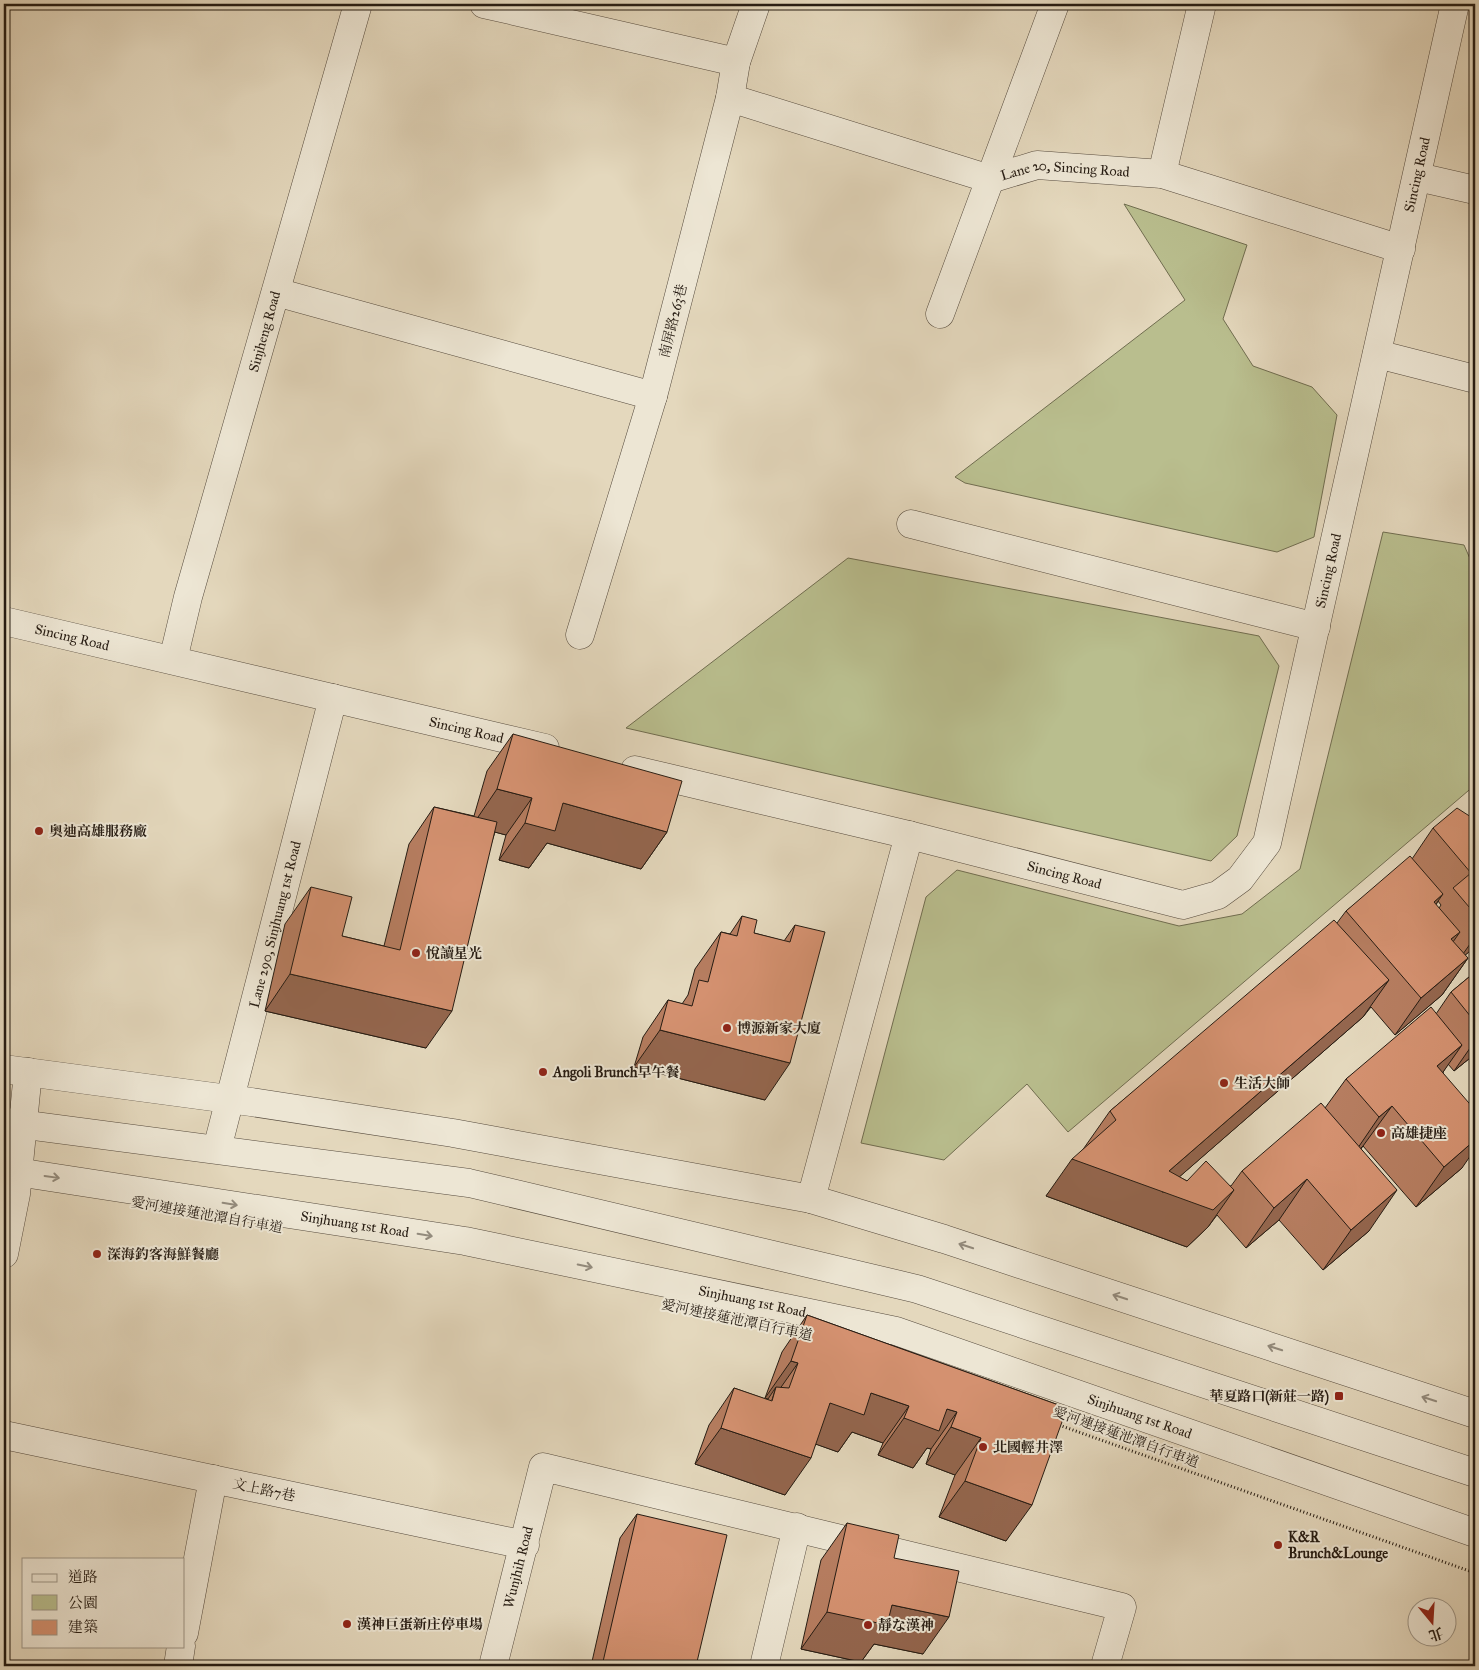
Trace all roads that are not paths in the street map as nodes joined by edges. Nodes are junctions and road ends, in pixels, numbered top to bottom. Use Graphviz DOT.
graph roads {
  1 [pos="358,4"];
  2 [pos="484,4"];
  3 [pos="756,4"];
  4 [pos="1055,4"];
  5 [pos="1202,4"];
  6 [pos="1455,4"];
  7 [pos="736,62"];
  8 [pos="730,98"];
  9 [pos="1162,174"];
  10 [pos="1418,177"];
  11 [pos="990,179"];
  12 [pos="1475,190"];
  13 [pos="1401,249"];
  14 [pos="276,292"];
  15 [pos="940,314"];
  16 [pos="1377,354"];
  17 [pos="1475,380"];
  18 [pos="653,396"];
  19 [pos="911,524"];
  20 [pos="4,621"];
  21 [pos="1316,627"];
  22 [pos="580,635"];
  23 [pos="173,660"];
  24 [pos="333,698"];
  25 [pos="569,754"];
  26 [pos="608,763"];
  27 [pos="909,835"];
  28 [pos="16,1071"];
  29 [pos="230,1099"];
  30 [pos="13,1122"];
  31 [pos="217,1149"];
  32 [pos="11,1171"];
  33 [pos="811,1200"];
  34 [pos="4,1254"];
  35 [pos="1475,1414"];
  36 [pos="4,1435"];
  37 [pos="1475,1473"];
  38 [pos="213,1479"];
  39 [pos="797,1527"];
  40 [pos="1475,1533"];
  41 [pos="525,1545"];
  42 [pos="185,1628"];
  43 [pos="181,1648"];
  44 [pos="178,1666"];
  45 [pos="493,1666"];
  46 [pos="764,1666"];
  47 [pos="1105,1666"];
  1 -- 14 [label="street, Sinjheng Road"];
  2 -- 7 [label="street"];
  3 -- 7 [label="street, 南屏路263巷"];
  4 -- 11 [label="street"];
  5 -- 9 [label="street"];
  6 -- 10 [label="street, Sincing Road"];
  7 -- 8 [label="street, 南屏路263巷"];
  8 -- 11 [label="street, Lane 20, Sincing Road"];
  8 -- 18 [label="street, 南屏路263巷"];
  9 -- 11 [label="street, Lane 20, Sincing Road"];
  9 -- 13 [label="street, Lane 20, Sincing Road"];
  10 -- 12 [label="street"];
  10 -- 13 [label="street, Sincing Road"];
  11 -- 15 [label="street"];
  13 -- 16 [label="street, Sincing Road"];
  14 -- 18 [label="street"];
  14 -- 23 [label="street, Sinjheng Road"];
  16 -- 17 [label="street"];
  16 -- 21 [label="street, Sincing Road"];
  18 -- 22 [label="street, 南屏路263巷"];
  19 -- 21 [label="street"];
  20 -- 23 [label="street, Sincing Road"];
  21 -- 27 [label="street, Sincing Road"];
  23 -- 24 [label="street, Sincing Road"];
  24 -- 25 [label="street, Sincing Road"];
  24 -- 29 [label="street, Lane 290, Sinjhuang 1st Road"];
  26 -- 27 [label="street, Sincing Road"];
  27 -- 33 [label="street"];
  28 -- 29 [label="street"];
  28 -- 30 [label="street"];
  29 -- 31 [label="street, Lane 290, Sinjhuang 1st Road"];
  29 -- 33 [label="street"];
  30 -- 31 [label="street"];
  30 -- 32 [label="street"];
  31 -- 37 [label="street"];
  32 -- 34 [label="street"];
  32 -- 40 [label="street, Sinjhuang 1st Road, one-way"];
  35 -- 33 [label="street, one-way"];
  36 -- 38 [label="street, 文上路7巷"];
  38 -- 41 [label="street, 文上路7巷"];
  38 -- 42 [label="street"];
  39 -- 41 [label="street, Wunjhih Road"];
  39 -- 46 [label="street"];
  39 -- 47 [label="street"];
  41 -- 45 [label="street, Wunjhih Road"];
  43 -- 44 [label="street"];
}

**Exercise prompt**
Write out the data again word for word, minus any images.

**Exercise result**
Trace all roads that are not paths in the street map as nodes joined by edges. Nodes are junctions and road ends, in pixels, numbered top to bottom. Use Graphviz DOT.
graph roads {
  1 [pos="358,4"];
  2 [pos="484,4"];
  3 [pos="756,4"];
  4 [pos="1055,4"];
  5 [pos="1202,4"];
  6 [pos="1455,4"];
  7 [pos="736,62"];
  8 [pos="730,98"];
  9 [pos="1162,174"];
  10 [pos="1418,177"];
  11 [pos="990,179"];
  12 [pos="1475,190"];
  13 [pos="1401,249"];
  14 [pos="276,292"];
  15 [pos="940,314"];
  16 [pos="1377,354"];
  17 [pos="1475,380"];
  18 [pos="653,396"];
  19 [pos="911,524"];
  20 [pos="4,621"];
  21 [pos="1316,627"];
  22 [pos="580,635"];
  23 [pos="173,660"];
  24 [pos="333,698"];
  25 [pos="569,754"];
  26 [pos="608,763"];
  27 [pos="909,835"];
  28 [pos="16,1071"];
  29 [pos="230,1099"];
  30 [pos="13,1122"];
  31 [pos="217,1149"];
  32 [pos="11,1171"];
  33 [pos="811,1200"];
  34 [pos="4,1254"];
  35 [pos="1475,1414"];
  36 [pos="4,1435"];
  37 [pos="1475,1473"];
  38 [pos="213,1479"];
  39 [pos="797,1527"];
  40 [pos="1475,1533"];
  41 [pos="525,1545"];
  42 [pos="185,1628"];
  43 [pos="181,1648"];
  44 [pos="178,1666"];
  45 [pos="493,1666"];
  46 [pos="764,1666"];
  47 [pos="1105,1666"];
  1 -- 14 [label="street, Sinjheng Road"];
  2 -- 7 [label="street"];
  3 -- 7 [label="street, 南屏路263巷"];
  4 -- 11 [label="street"];
  5 -- 9 [label="street"];
  6 -- 10 [label="street, Sincing Road"];
  7 -- 8 [label="street, 南屏路263巷"];
  8 -- 11 [label="street, Lane 20, Sincing Road"];
  8 -- 18 [label="street, 南屏路263巷"];
  9 -- 11 [label="street, Lane 20, Sincing Road"];
  9 -- 13 [label="street, Lane 20, Sincing Road"];
  10 -- 12 [label="street"];
  10 -- 13 [label="street, Sincing Road"];
  11 -- 15 [label="street"];
  13 -- 16 [label="street, Sincing Road"];
  14 -- 18 [label="street"];
  14 -- 23 [label="street, Sinjheng Road"];
  16 -- 17 [label="street"];
  16 -- 21 [label="street, Sincing Road"];
  18 -- 22 [label="street, 南屏路263巷"];
  19 -- 21 [label="street"];
  20 -- 23 [label="street, Sincing Road"];
  21 -- 27 [label="street, Sincing Road"];
  23 -- 24 [label="street, Sincing Road"];
  24 -- 25 [label="street, Sincing Road"];
  24 -- 29 [label="street, Lane 290, Sinjhuang 1st Road"];
  26 -- 27 [label="street, Sincing Road"];
  27 -- 33 [label="street"];
  28 -- 29 [label="street"];
  28 -- 30 [label="street"];
  29 -- 31 [label="street, Lane 290, Sinjhuang 1st Road"];
  29 -- 33 [label="street"];
  30 -- 31 [label="street"];
  30 -- 32 [label="street"];
  31 -- 37 [label="street"];
  32 -- 34 [label="street"];
  32 -- 40 [label="street, Sinjhuang 1st Road, one-way"];
  35 -- 33 [label="street, one-way"];
  36 -- 38 [label="street, 文上路7巷"];
  38 -- 41 [label="street, 文上路7巷"];
  38 -- 42 [label="street"];
  39 -- 41 [label="street, Wunjhih Road"];
  39 -- 46 [label="street"];
  39 -- 47 [label="street"];
  41 -- 45 [label="street, Wunjhih Road"];
  43 -- 44 [label="street"];
}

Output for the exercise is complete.